= Ramayana circuit =

Tourism circuit related to Ramayana in India

The Ramayana circuit (Devnagari: रामायण सर्किट) is a tourism circuit developed by the Government of India to promote tourism at the destinations related to Ramayana in the Indian subcontinent. It is developed under the Swadesh Darshan scheme of Ministry of Tourism. Initially, the ministry of tourism identified fifteen destinations for the Ramayana circuit in India.
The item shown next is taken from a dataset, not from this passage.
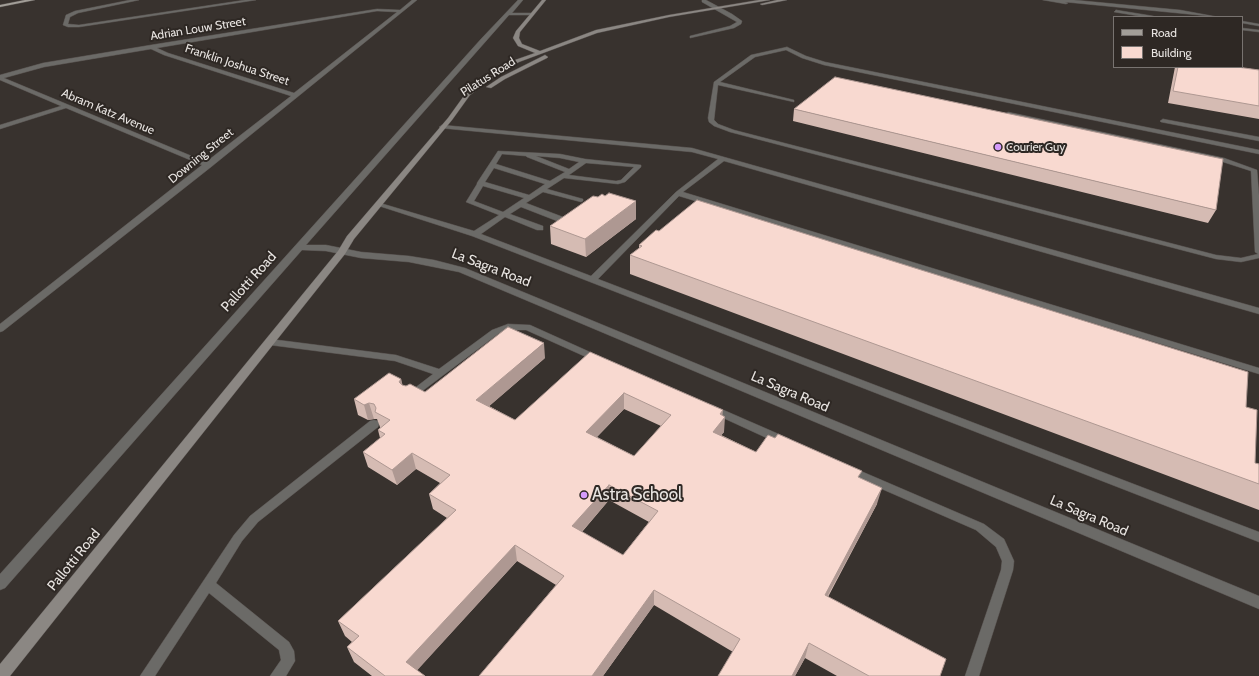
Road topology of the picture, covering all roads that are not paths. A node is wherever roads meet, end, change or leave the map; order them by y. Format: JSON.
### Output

They are Ayodhya, Nandigram, Shringverpur & Chitrakoot in Uttar Pradesh, Sitamarhi, Buxar & Darbhanga in Bihar, Chitrakoot in Madhya Pradesh, Mahendragiri in Odisha, Jagdalpur in Chhattisgarh, Nashik & Nagpur in Maharashtra, Bhadrachalam in Telangana, Hampi in Karnataka and Rameshwaram in Tamil Nadu. It also include the city of Janakpur in Nepal.

== Description ==
The Ramayana circuit includes major pilgrim sites in the two neighbouring nations India and Nepal which are related and cited in the Ramayana. It connects Ayodhya in India to Janakpur in Nepal including all major pilgrim sites related to Ramayana in the two nations. In 2024, IRCTC launched a tourist train to boost tourism on the Ramayana circuit.

According to the scheme of the Ramayana circuit, all the identified fifteen destination cities will be connected by rail, road and air.